A alta comissária da ONU (Organização das Nações Unidas) para os direitos humanos, Michelle Bachelet, falou no sábado (28) sobre sua recente viagem de seis dias à China. A declaração amena publicada no site da entidade dá razão àqueles que questionaram a possibilidade de a visita servir para Beijing maquiar os problemas e assim reduzir o escrutínio global no que tange à questão dos direitos humanos.
“Devo dizer desde o início o que foi esta visita – e o que não foi. Esta visita não foi uma investigação – as visitas oficiais de um Alto Comissário são, por natureza, de alto nível e simplesmente não conduzem ao tipo de trabalho detalhado, metódico e discreto de natureza investigativa”, disse ela, oficializando o que já havia sido citado em tom de preocupação por grupos humanitários e governos ocidentais.
“A visita foi uma oportunidade para manter discussões diretas – com os líderes mais importantes da China – sobre direitos humanos, para ouvir uns aos outros, levantar preocupações, explorar e preparar o caminho para interações mais regulares e significativas no futuro, com o objetivo de apoiar a China no cumprimento das suas obrigações perante as leis internacionais dos direitos humanos”, afirmou Bachelet.
No comunicado, sobraram até elogios ao governo do Partido Comunista Chinês (PCC). “A redução da pobreza e a erradicação da pobreza extrema, dez anos antes da data prevista, são grandes conquistas da China. A introdução de cuidados de saúde universais e de um regime de seguro-desemprego quase universal contribui muito para garantir a proteção do direito à saúde e direitos sociais e econômicos mais amplos”, afirmou.
Campos de desradicalização
A região de Xinjiang, onde diversos países acusam a China de genocídio, foi citada por Bachelet. Porém, ela admitiu que não visitou nenhum Centro de Educação e Formação Profissional (VETCs, na sigla em inglês), os populares campos de desradicalização, onde são detidas pessoas da minoria étnica dos uigures. “Durante minha visita, o Governo garantiu que o sistema VETC foi desmantelado”, diz ela.
Entre os lugares que ela visitou está a prisão de Kashgar, que hoje não mais funciona como um VETC. Entretanto, não esteve em nenhum local onde ficam detidos uigures acusados de terrorismo, principal justificativa de Beijing para a repressão, sob o argumento de garantir a segurança nacional.
Nesse sentido, a alta comissária fez apenas uma associação vaga entre o combate ao terrorismo e a questão dos direitos humanos. “Compartilho as preocupações de vários mecanismos de direitos humanos da ONU sobre leis e políticas para combater o terrorismo e o radicalismo e sua aplicação”, afirmou ela.

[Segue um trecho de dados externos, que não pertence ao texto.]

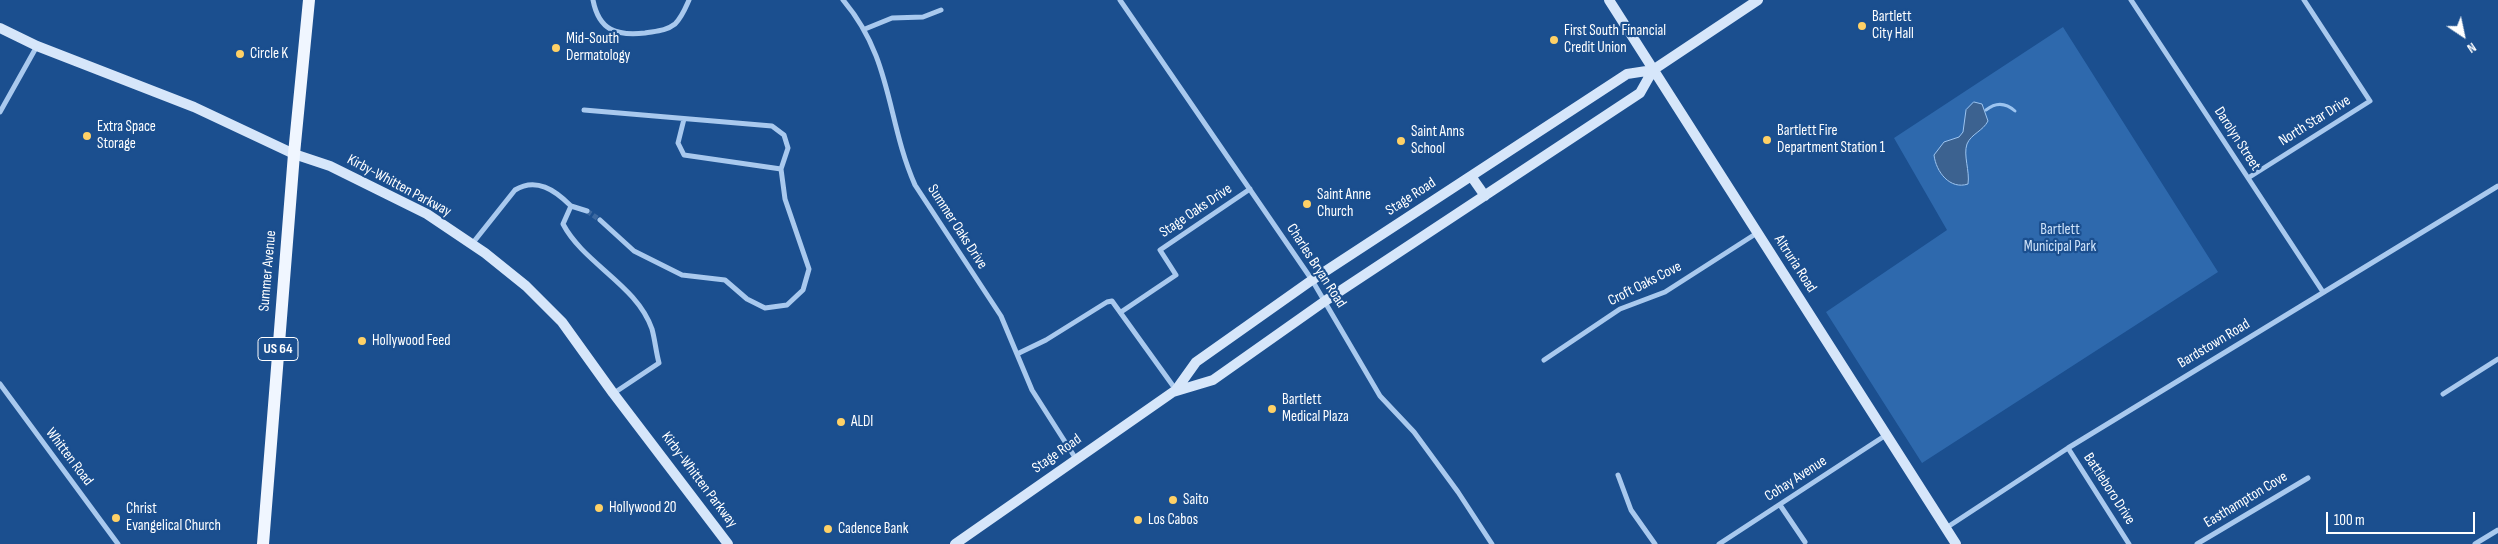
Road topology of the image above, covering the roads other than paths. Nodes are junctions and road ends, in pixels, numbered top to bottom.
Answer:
1 (309, 0) edge
2 (592, 0) edge
3 (689, 0) edge
4 (843, 0) edge
5 (1120, 0) edge
6 (1609, 0) edge
7 (1758, 0) edge
8 (2131, 0) edge
9 (2304, 0) edge
10 (941, 10) dead end
11 (0, 28) edge
12 (865, 29) junction
13 (38, 46) junction
14 (1653, 70) junction
15 (584, 110) dead end
16 (0, 112) edge
17 (684, 119) junction
18 (294, 154) junction
19 (780, 169) junction
20 (1471, 176) junction
21 (2248, 178) junction
22 (2498, 186) edge
23 (1250, 189) junction
24 (1485, 196) junction
25 (571, 206) junction
26 (587, 211) tunnel mouth
27 (600, 220) tunnel mouth
28 (1757, 233) junction
29 (472, 244) junction
30 (1312, 280) junction
31 (2323, 292) junction
32 (1325, 301) junction
33 (1121, 312) junction
34 (1017, 354) junction
35 (2498, 359) edge
36 (1544, 360) dead end
37 (0, 384) edge
38 (1176, 390) junction
39 (613, 393) junction
40 (2443, 394) dead end
41 (1887, 435) junction
42 (2068, 448) junction
43 (1076, 459) junction
44 (1618, 474) dead end
45 (2308, 478) dead end
46 (1780, 505) junction
47 (1946, 528) junction
48 (2498, 530) edge
49 (1805, 542) dead end
50 (118, 544) edge
51 (263, 544) edge
52 (728, 544) edge
53 (955, 544) edge
54 (1492, 544) edge
55 (1656, 544) edge
56 (1719, 544) edge
57 (1956, 544) edge
58 (2129, 544) edge
59 (2197, 544) edge
60 (2475, 544) edge

1 - 18 main road, Summer Avenue / US 64
2 - 3 street
4 - 12 street, Summer Oaks Drive
5 - 23 street, Charles Bryan Road
6 - 14 main road, Altruria Road
7 - 14 main road, Stage Road
8 - 21 street, Darolyn Street
9 - 21 street, North Star Drive
10 - 12 street
11 - 13 main road, Kirby-Whitten Parkway
12 - 34 street, Summer Oaks Drive
13 - 16 street
13 - 18 main road, Kirby-Whitten Parkway
14 - 20 main road, Stage Road
14 - 24 main road, Stage Road
14 - 28 main road, Altruria Road
15 - 17 street
17 - 19 street
17 - 19 street
18 - 29 main road, Kirby-Whitten Parkway
18 - 51 main road, Summer Avenue / US 64
19 - 27 street
20 - 24 main road
20 - 30 main road, Stage Road
21 - 31 street, Darolyn Street
22 - 31 street, Bardstown Road
23 - 30 street, Charles Bryan Road
23 - 33 street, Stage Oaks Drive
24 - 32 main road, Stage Road
25 - 26 street
25 - 29 street
25 - 39 street
28 - 36 street, Croft Oaks Cove
28 - 41 main road, Altruria Road
29 - 39 main road, Kirby-Whitten Parkway
30 - 32 street, Charles Bryan Road
30 - 38 main road, Stage Road
31 - 42 street, Bardstown Road
32 - 38 main road, Stage Road
32 - 54 street, Charles Bryan Road
33 - 34 street
33 - 38 street
34 - 43 street, Summer Oaks Drive
35 - 40 street
37 - 50 street, Whitten Road
38 - 43 main road, Stage Road
39 - 52 main road, Kirby-Whitten Parkway
41 - 46 street, Cohay Avenue
41 - 47 main road, Altruria Road
42 - 47 street, Bardstown Road
42 - 58 street, Battleboro Drive
43 - 53 main road, Stage Road
44 - 55 street
45 - 59 street, Easthampton Cove
46 - 49 street
46 - 56 street, Cohay Avenue
47 - 57 main road, Altruria Road
48 - 60 street

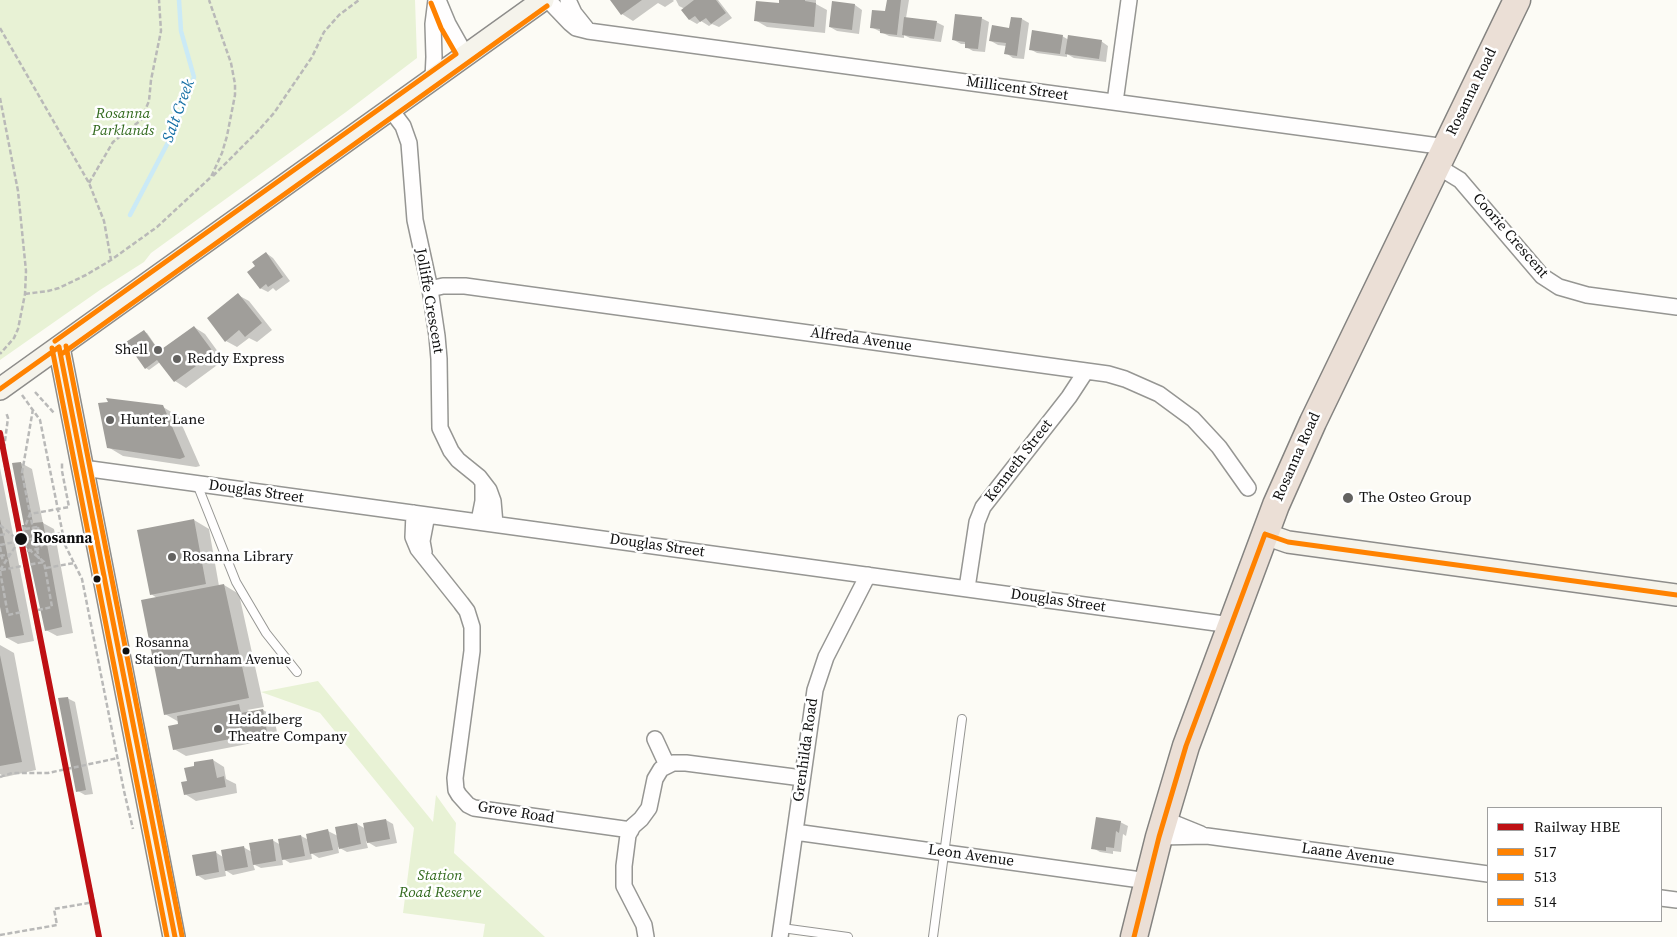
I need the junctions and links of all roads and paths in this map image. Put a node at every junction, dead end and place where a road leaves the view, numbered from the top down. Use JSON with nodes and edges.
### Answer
{"nodes":[{"id":1,"x":159,"y":0,"type":"edge"},
{"id":2,"x":208,"y":0,"type":"edge"},
{"id":3,"x":359,"y":0,"type":"edge"},
{"id":4,"x":437,"y":0,"type":"edge"},
{"id":5,"x":543,"y":0,"type":"edge"},
{"id":6,"x":548,"y":0,"type":"edge"},
{"id":7,"x":568,"y":0,"type":"edge"},
{"id":8,"x":1129,"y":0,"type":"edge"},
{"id":9,"x":1517,"y":0,"type":"edge"},
{"id":10,"x":0,"y":28,"type":"edge"},
{"id":11,"x":588,"y":31,"type":"junction"},
{"id":12,"x":466,"y":56,"type":"junction"},
{"id":13,"x":433,"y":79,"type":"junction"},
{"id":14,"x":0,"y":98,"type":"edge"},
{"id":15,"x":1115,"y":102,"type":"junction"},
{"id":16,"x":391,"y":110,"type":"junction"},
{"id":17,"x":1441,"y":156,"type":"junction"},
{"id":18,"x":212,"y":177,"type":"junction"},
{"id":19,"x":89,"y":183,"type":"junction"},
{"id":20,"x":111,"y":260,"type":"junction"},
{"id":21,"x":430,"y":289,"type":"junction"},
{"id":22,"x":25,"y":294,"type":"junction"},
{"id":23,"x":1677,"y":308,"type":"edge"},
{"id":24,"x":59,"y":347,"type":"junction"},
{"id":25,"x":0,"y":354,"type":"edge"},
{"id":26,"x":1086,"y":371,"type":"junction"},
{"id":27,"x":6,"y":385,"type":"edge"},
{"id":28,"x":35,"y":392,"type":"dead end"},
{"id":29,"x":33,"y":409,"type":"junction"},
{"id":30,"x":6,"y":412,"type":"dead end"},
{"id":31,"x":55,"y":415,"type":"dead end"},
{"id":32,"x":1,"y":452,"type":"edge"},
{"id":33,"x":62,"y":455,"type":"dead end"},
{"id":34,"x":83,"y":468,"type":"junction"},
{"id":35,"x":483,"y":482,"type":"junction"},
{"id":36,"x":197,"y":484,"type":"junction"},
{"id":37,"x":1248,"y":488,"type":"dead end"},
{"id":38,"x":58,"y":509,"type":"junction"},
{"id":39,"x":30,"y":514,"type":"junction"},
{"id":40,"x":420,"y":514,"type":"junction"},
{"id":41,"x":480,"y":521,"type":"junction"},
{"id":42,"x":495,"y":524,"type":"junction"},
{"id":43,"x":1,"y":527,"type":"edge"},
{"id":44,"x":23,"y":530,"type":"dead end"},
{"id":45,"x":63,"y":532,"type":"junction"},
{"id":46,"x":6,"y":534,"type":"dead end"},
{"id":47,"x":1265,"y":534,"type":"junction"},
{"id":48,"x":0,"y":535,"type":"edge"},
{"id":49,"x":40,"y":537,"type":"junction"},
{"id":50,"x":35,"y":538,"type":"junction"},
{"id":51,"x":19,"y":541,"type":"junction"},
{"id":52,"x":0,"y":546,"type":"edge"},
{"id":53,"x":27,"y":551,"type":"dead end"},
{"id":54,"x":10,"y":554,"type":"dead end"},
{"id":55,"x":0,"y":556,"type":"edge"},
{"id":56,"x":39,"y":559,"type":"junction"},
{"id":57,"x":44,"y":562,"type":"junction"},
{"id":58,"x":74,"y":563,"type":"junction"},
{"id":59,"x":4,"y":564,"type":"junction"},
{"id":60,"x":24,"y":566,"type":"junction"},
{"id":61,"x":46,"y":568,"type":"dead end"},
{"id":62,"x":0,"y":570,"type":"edge"},
{"id":63,"x":868,"y":575,"type":"junction"},
{"id":64,"x":967,"y":588,"type":"junction"},
{"id":65,"x":1677,"y":594,"type":"edge"},
{"id":66,"x":38,"y":610,"type":"dead end"},
{"id":67,"x":22,"y":612,"type":"dead end"},
{"id":68,"x":1231,"y":625,"type":"junction"},
{"id":69,"x":297,"y":672,"type":"dead end"},
{"id":70,"x":962,"y":720,"type":"dead end"},
{"id":71,"x":655,"y":739,"type":"dead end"},
{"id":72,"x":667,"y":765,"type":"junction"},
{"id":73,"x":65,"y":770,"type":"junction"},
{"id":74,"x":0,"y":777,"type":"edge"},
{"id":75,"x":802,"y":778,"type":"junction"},
{"id":76,"x":1162,"y":828,"type":"junction"},
{"id":77,"x":631,"y":830,"type":"junction"},
{"id":78,"x":795,"y":832,"type":"junction"},
{"id":79,"x":944,"y":852,"type":"junction"},
{"id":80,"x":1487,"y":874,"type":"edge"},
{"id":81,"x":1148,"y":881,"type":"junction"},
{"id":82,"x":1662,"y":898,"type":"edge"},
{"id":83,"x":1677,"y":900,"type":"edge"},
{"id":84,"x":781,"y":932,"type":"edge"},
{"id":85,"x":0,"y":935,"type":"edge"},
{"id":86,"x":174,"y":936,"type":"edge"},
{"id":87,"x":646,"y":937,"type":"edge"},
{"id":88,"x":848,"y":937,"type":"edge"},
{"id":89,"x":932,"y":937,"type":"edge"},
{"id":90,"x":1134,"y":937,"type":"edge"}],
"edges":[{"from":1,"to":19,"type":"path"},
{"from":2,"to":18,"type":"path"},
{"from":3,"to":18,"type":"path"},
{"from":4,"to":12,"type":"street"},
{"from":4,"to":13,"type":"street"},
{"from":5,"to":12,"type":"street"},
{"from":6,"to":11,"type":"street","name":"Millicent Street"},
{"from":7,"to":11,"type":"street"},
{"from":8,"to":15,"type":"street"},
{"from":9,"to":17,"type":"highway","name":"Rosanna Road"},
{"from":10,"to":19,"type":"path"},
{"from":11,"to":15,"type":"street","name":"Millicent Street"},
{"from":12,"to":13,"type":"street"},
{"from":13,"to":16,"type":"street"},
{"from":14,"to":22,"type":"path"},
{"from":15,"to":17,"type":"street","name":"Millicent Street"},
{"from":16,"to":21,"type":"street","name":"Jolliffe Crescent"},
{"from":16,"to":24,"type":"street"},
{"from":17,"to":23,"type":"street","name":"Coorie Crescent"},
{"from":17,"to":47,"type":"highway","name":"Rosanna Road"},
{"from":18,"to":20,"type":"path"},
{"from":19,"to":20,"type":"path"},
{"from":20,"to":22,"type":"path"},
{"from":21,"to":26,"type":"street","name":"Alfreda Avenue"},
{"from":21,"to":35,"type":"street","name":"Jolliffe Crescent"},
{"from":22,"to":25,"type":"path"},
{"from":24,"to":27,"type":"street"},
{"from":24,"to":34,"type":"street"},
{"from":26,"to":37,"type":"street","name":"Alfreda Avenue"},
{"from":26,"to":64,"type":"street","name":"Kenneth Street"},
{"from":27,"to":29,"type":"path"},
{"from":28,"to":31,"type":"path"},
{"from":29,"to":38,"type":"path"},
{"from":29,"to":39,"type":"path"},
{"from":30,"to":32,"type":"path"},
{"from":32,"to":51,"type":"path"},
{"from":33,"to":38,"type":"path"},
{"from":34,"to":36,"type":"street","name":"Douglas Street"},
{"from":34,"to":86,"type":"street"},
{"from":35,"to":41,"type":"street"},
{"from":35,"to":42,"type":"street","name":"Jolliffe Crescent"},
{"from":36,"to":40,"type":"street","name":"Douglas Street"},
{"from":36,"to":69,"type":"lane"},
{"from":38,"to":39,"type":"path"},
{"from":38,"to":45,"type":"path"},
{"from":39,"to":50,"type":"path"},
{"from":39,"to":51,"type":"path"},
{"from":40,"to":41,"type":"street","name":"Douglas Street"},
{"from":40,"to":77,"type":"street","name":"Grove Road"},
{"from":41,"to":42,"type":"street","name":"Douglas Street"},
{"from":42,"to":63,"type":"street","name":"Douglas Street"},
{"from":43,"to":51,"type":"path"},
{"from":44,"to":49,"type":"path"},
{"from":45,"to":49,"type":"path"},
{"from":45,"to":58,"type":"path"},
{"from":46,"to":48,"type":"path"},
{"from":47,"to":65,"type":"street"},
{"from":47,"to":68,"type":"highway","name":"Rosanna Road"},
{"from":49,"to":50,"type":"path"},
{"from":49,"to":53,"type":"path"},
{"from":50,"to":51,"type":"path"},
{"from":50,"to":56,"type":"path"},
{"from":51,"to":52,"type":"path"},
{"from":51,"to":56,"type":"path"},
{"from":51,"to":59,"type":"path"},
{"from":51,"to":60,"type":"path"},
{"from":52,"to":59,"type":"path"},
{"from":54,"to":55,"type":"path"},
{"from":56,"to":57,"type":"path"},
{"from":57,"to":60,"type":"path"},
{"from":57,"to":66,"type":"path"},
{"from":58,"to":61,"type":"path"},
{"from":58,"to":73,"type":"path"},
{"from":59,"to":62,"type":"path"},
{"from":60,"to":62,"type":"path"},
{"from":60,"to":73,"type":"path"},
{"from":62,"to":67,"type":"path"},
{"from":63,"to":64,"type":"street","name":"Douglas Street"},
{"from":63,"to":75,"type":"street","name":"Grenhilda Road"},
{"from":64,"to":68,"type":"street","name":"Douglas Street"},
{"from":68,"to":76,"type":"highway","name":"Rosanna Road"},
{"from":70,"to":79,"type":"lane"},
{"from":71,"to":72,"type":"street"},
{"from":72,"to":75,"type":"street"},
{"from":72,"to":77,"type":"street"},
{"from":73,"to":74,"type":"path"},
{"from":73,"to":85,"type":"path"},
{"from":75,"to":78,"type":"street","name":"Grenhilda Road"},
{"from":76,"to":80,"type":"street","name":"Laane Avenue"},
{"from":76,"to":81,"type":"highway","name":"Rosanna Road"},
{"from":77,"to":87,"type":"street"},
{"from":78,"to":79,"type":"street","name":"Leon Avenue"},
{"from":78,"to":84,"type":"street","name":"Grenhilda Road"},
{"from":79,"to":81,"type":"street","name":"Leon Avenue"},
{"from":79,"to":89,"type":"lane"},
{"from":81,"to":90,"type":"highway","name":"Rosanna Road"},
{"from":82,"to":83,"type":"street"},
{"from":84,"to":88,"type":"lane"}]}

As acusações contra o governo chinês de abusos nesse sentido, segundo ela, foram apenas citadas durante a visita. “Na Região Autônoma Uigur de Xinjiang, levantei questões e preocupações sobre a aplicação de medidas antiterroristas e de desradicalização e sua ampla aplicação – particularmente seu impacto sobre os direitos dos uigures e outras minorias predominantemente muçulmanas”.
Bachelet declarou também que pediu ao governo chinês para que “adote medidas prioritárias para providenciar informações às famílias” de uigures que hoje vivem no exterior e dizem ter perdido contato com parentes supostamente detidos pelo governo.
Desfecho previsível
Na última semana, grupos humanitários e governos ocidentais haviam questionado a visita de Bachelet. Sophie Richardson, diretora da ONG Human Rights Watch (HRW), foi uma que ergueu a voz contra o acordo entre a ONU e Beijing: “O governo chinês está cometendo violações de direitos humanos em um escopo e escala inimagináveis desde a última visita de um alto comissário, em 2005, em parte porque não há medo de responsabilização. A alta comissária precisa trabalhar para acabar, não para viabilizar essa percepção”.
A diretora da HRW havia alertado que o governo chinês não permitiria à alta comissária ver “qualquer coisa que eles não querem que ela veja”. Algo que se confirmou quando Bachelet admitiu não ter ido a nenhum VETC, sob a justificativa de que o sistema foi desativado.
O porta-voz do Departamento de Estado dos EUA, Ned Price, seguiu pelo mesmo caminho ao dizer que Washington não esperava que a China concedesse “o necessário acesso para conduzir uma avaliação completa e não manipulada do ambiente de direitos humanos em Xinjiang”.
No Brasil, o movimento Democracia Sem Fronteiras (DSF) também havia manifestado dúvidas quanto à eficácia da visita. “Esperamos que a representante da ONU consiga ter abertura e liberdade de conversar com a população e acesso ao que, de fato, está acontecendo, para saber se são verdadeiras ou não as denúncias”, disse o grupo em comunicado enviado à reportagem de A Referência.